I hate the new Best Picture scheme. Sure there are always laudable efforts that get overlooked when you reduce the nominees to five in number, but this list makes it seems as if all you had to do was get your film uploaded onto YouTube and you were in:

“Avatar”
“The Blind Side”
“District 9″
“An Education”
“The Hurt Locker”
“Inglourious Basterds”
“Precious: Based on the Novel ‘Push’ by Sapphire”
“A Serious Man”
“Up”
“Up in the Air”

Where’s Underworld: Rise of the Lycans? Or Confessions of a Shopaholic?

And how is it that five of those Best Picture nominees didn’t also rate Best Director nods? Were they first-rate films helmed by second-rate talents?

What makes this all the more obnoxious is that the best film of 2009 is missing altogether: Paolo Sorrentino’s Il Divo.

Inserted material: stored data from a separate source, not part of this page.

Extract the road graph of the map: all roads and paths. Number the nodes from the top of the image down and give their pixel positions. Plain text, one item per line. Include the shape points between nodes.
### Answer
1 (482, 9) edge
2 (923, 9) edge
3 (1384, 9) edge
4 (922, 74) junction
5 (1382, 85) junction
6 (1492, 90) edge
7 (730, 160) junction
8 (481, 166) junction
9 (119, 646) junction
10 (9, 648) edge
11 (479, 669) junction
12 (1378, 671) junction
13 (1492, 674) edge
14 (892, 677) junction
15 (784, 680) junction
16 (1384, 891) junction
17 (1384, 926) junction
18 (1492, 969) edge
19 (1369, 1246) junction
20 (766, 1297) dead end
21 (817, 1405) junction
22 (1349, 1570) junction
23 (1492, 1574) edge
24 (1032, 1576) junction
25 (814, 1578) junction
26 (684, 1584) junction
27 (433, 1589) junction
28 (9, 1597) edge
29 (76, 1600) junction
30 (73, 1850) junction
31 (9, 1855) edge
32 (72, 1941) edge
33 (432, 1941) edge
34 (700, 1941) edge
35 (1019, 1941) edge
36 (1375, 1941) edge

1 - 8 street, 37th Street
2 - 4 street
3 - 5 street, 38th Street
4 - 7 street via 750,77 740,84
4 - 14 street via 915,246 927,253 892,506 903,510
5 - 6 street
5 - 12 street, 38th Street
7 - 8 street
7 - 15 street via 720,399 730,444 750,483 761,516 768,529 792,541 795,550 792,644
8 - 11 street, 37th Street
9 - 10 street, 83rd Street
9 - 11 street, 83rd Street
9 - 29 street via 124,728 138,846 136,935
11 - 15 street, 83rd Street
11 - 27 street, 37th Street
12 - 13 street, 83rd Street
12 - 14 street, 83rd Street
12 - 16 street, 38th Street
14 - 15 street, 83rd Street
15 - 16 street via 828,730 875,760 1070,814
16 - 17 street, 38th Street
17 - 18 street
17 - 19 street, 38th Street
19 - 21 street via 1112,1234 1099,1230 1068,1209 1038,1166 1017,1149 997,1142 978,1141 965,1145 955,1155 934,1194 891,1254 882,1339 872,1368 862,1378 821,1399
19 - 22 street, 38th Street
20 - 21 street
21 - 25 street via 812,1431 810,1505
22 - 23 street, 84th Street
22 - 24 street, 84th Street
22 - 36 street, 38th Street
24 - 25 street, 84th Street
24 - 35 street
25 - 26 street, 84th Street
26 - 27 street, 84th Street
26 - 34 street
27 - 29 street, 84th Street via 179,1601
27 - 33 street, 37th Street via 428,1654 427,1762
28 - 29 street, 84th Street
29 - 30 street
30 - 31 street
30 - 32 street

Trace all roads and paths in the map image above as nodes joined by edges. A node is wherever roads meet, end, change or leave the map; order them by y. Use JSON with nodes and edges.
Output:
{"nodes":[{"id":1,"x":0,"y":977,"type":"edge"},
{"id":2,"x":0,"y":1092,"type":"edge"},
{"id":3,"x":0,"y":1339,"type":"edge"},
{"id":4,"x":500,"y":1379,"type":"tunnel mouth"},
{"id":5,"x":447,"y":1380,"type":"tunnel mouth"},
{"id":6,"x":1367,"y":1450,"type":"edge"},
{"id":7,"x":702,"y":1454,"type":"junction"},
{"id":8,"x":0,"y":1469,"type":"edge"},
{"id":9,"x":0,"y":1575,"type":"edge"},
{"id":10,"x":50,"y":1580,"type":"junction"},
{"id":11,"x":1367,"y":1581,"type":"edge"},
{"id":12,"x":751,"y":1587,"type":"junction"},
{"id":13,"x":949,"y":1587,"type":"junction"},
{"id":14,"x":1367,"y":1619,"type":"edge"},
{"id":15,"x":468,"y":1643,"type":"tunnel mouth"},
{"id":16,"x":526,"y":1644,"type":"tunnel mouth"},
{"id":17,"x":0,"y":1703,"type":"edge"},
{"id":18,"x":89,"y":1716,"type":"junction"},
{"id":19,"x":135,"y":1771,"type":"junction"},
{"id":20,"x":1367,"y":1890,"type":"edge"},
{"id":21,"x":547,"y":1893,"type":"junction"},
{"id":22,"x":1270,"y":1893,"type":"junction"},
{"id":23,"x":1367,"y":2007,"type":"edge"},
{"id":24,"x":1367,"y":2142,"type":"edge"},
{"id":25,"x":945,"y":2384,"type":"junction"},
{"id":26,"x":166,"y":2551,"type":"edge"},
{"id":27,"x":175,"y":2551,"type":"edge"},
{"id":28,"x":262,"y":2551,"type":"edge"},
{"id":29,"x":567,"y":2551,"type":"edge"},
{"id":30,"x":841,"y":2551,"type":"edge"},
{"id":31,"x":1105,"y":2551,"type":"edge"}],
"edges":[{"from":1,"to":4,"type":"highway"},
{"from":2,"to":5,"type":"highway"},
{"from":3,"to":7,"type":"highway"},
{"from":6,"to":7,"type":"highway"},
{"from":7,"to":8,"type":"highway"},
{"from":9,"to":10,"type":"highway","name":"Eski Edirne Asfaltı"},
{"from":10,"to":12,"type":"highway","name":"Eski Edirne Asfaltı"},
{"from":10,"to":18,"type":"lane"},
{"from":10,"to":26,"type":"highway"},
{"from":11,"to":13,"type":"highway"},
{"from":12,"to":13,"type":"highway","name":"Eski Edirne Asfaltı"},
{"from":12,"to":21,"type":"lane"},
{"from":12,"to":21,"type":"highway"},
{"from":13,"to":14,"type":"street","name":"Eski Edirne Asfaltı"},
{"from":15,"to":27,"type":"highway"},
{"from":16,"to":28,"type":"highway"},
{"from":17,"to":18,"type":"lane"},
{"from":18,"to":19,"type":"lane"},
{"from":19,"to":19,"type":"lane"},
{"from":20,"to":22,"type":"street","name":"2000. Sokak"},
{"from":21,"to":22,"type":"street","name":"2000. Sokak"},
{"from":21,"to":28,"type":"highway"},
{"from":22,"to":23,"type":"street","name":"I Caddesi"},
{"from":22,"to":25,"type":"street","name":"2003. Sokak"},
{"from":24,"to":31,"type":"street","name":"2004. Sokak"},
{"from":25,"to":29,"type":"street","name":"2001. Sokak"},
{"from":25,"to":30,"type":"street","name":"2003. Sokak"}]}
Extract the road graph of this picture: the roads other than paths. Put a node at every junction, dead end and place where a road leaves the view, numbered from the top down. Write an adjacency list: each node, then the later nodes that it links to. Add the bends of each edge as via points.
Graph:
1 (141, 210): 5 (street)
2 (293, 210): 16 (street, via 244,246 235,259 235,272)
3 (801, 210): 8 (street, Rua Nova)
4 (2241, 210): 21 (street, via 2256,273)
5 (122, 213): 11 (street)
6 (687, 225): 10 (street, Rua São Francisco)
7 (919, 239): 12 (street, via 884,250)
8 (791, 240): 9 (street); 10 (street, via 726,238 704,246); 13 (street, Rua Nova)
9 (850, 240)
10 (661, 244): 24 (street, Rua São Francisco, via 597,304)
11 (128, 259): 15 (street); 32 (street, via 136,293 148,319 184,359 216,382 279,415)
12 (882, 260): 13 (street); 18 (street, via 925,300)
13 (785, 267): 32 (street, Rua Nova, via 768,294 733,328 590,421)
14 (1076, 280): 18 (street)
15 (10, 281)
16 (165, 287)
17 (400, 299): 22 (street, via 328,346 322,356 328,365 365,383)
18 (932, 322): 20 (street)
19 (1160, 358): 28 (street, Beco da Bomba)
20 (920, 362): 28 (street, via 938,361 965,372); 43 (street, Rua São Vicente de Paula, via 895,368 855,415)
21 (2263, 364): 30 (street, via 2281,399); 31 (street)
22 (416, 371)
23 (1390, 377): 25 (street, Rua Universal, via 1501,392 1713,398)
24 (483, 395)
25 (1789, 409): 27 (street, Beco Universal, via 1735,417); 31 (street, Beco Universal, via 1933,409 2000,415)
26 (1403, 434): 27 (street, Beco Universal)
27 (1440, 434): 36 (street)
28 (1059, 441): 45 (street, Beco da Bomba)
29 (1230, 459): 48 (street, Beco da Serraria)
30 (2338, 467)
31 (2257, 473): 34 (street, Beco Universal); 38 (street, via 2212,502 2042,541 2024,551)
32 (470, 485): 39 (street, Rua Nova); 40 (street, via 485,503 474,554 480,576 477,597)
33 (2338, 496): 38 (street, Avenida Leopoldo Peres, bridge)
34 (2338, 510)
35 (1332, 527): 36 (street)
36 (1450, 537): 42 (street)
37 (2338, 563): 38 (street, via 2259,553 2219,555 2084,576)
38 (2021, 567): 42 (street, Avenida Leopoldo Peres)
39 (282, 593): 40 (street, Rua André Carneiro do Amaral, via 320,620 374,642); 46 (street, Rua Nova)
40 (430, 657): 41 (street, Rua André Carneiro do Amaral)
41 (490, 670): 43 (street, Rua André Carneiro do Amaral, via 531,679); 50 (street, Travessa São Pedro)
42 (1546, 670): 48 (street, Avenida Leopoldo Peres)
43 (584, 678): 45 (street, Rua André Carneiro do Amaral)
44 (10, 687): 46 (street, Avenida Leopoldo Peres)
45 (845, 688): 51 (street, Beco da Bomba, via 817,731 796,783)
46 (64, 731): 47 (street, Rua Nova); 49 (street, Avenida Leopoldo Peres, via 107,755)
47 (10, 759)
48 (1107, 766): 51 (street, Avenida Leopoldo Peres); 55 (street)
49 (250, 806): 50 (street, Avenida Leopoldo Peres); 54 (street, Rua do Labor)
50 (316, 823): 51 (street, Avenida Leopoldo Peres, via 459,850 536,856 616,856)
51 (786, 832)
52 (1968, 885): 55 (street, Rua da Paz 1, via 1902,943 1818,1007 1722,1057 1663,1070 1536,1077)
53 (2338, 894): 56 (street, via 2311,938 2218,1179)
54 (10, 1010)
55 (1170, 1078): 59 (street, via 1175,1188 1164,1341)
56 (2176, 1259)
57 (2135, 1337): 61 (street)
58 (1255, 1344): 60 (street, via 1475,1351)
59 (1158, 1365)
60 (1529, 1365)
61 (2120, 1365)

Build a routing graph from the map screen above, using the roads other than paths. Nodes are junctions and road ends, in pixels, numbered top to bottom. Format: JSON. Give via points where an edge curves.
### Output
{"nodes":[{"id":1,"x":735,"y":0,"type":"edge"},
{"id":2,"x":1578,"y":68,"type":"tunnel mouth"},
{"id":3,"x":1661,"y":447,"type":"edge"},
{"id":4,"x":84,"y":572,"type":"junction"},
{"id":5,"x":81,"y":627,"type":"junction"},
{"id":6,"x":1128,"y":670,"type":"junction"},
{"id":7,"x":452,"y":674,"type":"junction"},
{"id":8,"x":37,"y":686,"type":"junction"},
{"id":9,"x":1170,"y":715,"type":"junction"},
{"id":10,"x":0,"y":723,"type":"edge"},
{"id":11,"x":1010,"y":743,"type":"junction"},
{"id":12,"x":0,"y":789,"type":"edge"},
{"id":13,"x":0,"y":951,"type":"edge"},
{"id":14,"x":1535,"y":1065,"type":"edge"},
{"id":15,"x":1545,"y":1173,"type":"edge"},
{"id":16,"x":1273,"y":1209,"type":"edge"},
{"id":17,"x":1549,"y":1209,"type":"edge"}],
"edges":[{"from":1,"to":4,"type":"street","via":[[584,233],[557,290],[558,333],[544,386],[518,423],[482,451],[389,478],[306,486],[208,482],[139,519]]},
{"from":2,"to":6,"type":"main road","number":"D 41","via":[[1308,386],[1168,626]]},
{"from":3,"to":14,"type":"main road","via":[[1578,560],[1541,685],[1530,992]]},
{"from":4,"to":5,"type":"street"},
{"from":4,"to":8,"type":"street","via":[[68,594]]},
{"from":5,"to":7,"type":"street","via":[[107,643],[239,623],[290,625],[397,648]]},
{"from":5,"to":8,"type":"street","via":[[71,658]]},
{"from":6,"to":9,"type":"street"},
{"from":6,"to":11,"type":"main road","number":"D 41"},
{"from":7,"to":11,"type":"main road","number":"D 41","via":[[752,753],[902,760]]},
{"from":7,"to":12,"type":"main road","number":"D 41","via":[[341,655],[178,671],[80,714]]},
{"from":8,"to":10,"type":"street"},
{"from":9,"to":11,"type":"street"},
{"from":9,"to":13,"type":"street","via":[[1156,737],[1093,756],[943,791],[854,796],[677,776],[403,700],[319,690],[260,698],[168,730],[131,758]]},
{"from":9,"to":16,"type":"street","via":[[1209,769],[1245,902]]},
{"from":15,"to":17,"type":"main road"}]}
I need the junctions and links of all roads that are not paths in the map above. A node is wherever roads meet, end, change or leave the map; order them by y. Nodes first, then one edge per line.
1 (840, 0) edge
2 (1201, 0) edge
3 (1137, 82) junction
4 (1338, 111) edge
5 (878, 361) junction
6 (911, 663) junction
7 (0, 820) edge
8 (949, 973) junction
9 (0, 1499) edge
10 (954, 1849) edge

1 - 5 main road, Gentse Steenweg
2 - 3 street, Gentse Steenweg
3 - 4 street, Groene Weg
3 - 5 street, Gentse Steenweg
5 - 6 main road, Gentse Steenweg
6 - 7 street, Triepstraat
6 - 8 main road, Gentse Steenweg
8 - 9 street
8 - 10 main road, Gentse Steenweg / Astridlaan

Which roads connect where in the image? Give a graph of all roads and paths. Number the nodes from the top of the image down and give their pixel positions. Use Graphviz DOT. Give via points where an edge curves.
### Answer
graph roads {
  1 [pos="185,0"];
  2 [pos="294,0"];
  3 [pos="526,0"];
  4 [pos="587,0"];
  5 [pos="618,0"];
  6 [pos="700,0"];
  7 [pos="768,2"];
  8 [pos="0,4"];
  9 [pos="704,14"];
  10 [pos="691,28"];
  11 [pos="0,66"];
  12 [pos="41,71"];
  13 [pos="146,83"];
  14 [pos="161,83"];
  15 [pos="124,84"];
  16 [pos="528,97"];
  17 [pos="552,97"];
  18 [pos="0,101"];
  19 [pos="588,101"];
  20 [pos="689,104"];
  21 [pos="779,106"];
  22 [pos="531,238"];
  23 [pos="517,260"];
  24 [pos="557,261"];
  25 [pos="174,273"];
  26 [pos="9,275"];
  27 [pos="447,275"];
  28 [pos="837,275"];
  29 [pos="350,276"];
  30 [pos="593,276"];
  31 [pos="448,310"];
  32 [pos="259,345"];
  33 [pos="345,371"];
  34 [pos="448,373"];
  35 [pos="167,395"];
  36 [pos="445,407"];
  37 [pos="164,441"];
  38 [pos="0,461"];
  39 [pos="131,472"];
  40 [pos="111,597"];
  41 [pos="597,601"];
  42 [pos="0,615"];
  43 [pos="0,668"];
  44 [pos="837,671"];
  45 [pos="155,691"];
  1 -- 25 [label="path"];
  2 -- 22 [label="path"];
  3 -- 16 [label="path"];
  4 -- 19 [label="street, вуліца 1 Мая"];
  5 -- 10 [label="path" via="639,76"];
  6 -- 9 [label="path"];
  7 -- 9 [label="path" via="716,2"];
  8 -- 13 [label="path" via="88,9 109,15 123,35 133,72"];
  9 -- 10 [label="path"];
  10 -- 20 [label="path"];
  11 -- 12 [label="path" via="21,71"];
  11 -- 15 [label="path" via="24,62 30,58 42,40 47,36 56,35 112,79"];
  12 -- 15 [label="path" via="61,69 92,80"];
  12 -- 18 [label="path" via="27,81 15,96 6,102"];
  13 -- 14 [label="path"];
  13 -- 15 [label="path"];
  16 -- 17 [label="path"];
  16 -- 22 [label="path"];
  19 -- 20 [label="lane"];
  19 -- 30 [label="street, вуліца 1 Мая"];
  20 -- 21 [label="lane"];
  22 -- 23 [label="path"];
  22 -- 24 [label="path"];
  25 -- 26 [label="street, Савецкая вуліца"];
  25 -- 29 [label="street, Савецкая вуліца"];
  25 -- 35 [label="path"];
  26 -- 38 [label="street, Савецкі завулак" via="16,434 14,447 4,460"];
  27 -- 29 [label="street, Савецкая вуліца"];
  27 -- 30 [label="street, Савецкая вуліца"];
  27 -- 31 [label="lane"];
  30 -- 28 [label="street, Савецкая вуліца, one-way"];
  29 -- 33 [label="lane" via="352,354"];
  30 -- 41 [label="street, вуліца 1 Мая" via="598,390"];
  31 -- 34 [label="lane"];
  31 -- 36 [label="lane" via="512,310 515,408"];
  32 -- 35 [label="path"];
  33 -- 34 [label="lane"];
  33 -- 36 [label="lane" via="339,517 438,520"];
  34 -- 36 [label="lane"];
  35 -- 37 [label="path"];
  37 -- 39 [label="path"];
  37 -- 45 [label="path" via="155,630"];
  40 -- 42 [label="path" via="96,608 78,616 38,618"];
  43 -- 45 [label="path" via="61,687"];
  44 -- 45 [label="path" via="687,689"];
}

In case you haven’t seen it (which is almost a sure best), imagine that Federico Fellini, Quentin Tarantino, Ken Russell, and Oliver Stone collaborated on a fictionalized account of former Italian prime minister Giulio Andreotti’s career, and you’re almost there. Fast, funny, witty, creepy, telling — with an extraordinary performance by Toni Servillo, who plays Andreotti as Renfield to his own Dracula.

Oh well. I console myself that the greatest director this country ever produced, Orson Welles, never won a Best Director Oscar. (At least the second best, John Ford, won four, almost as a kind of compensation.) And of course, that Red Buttons never got a dinner…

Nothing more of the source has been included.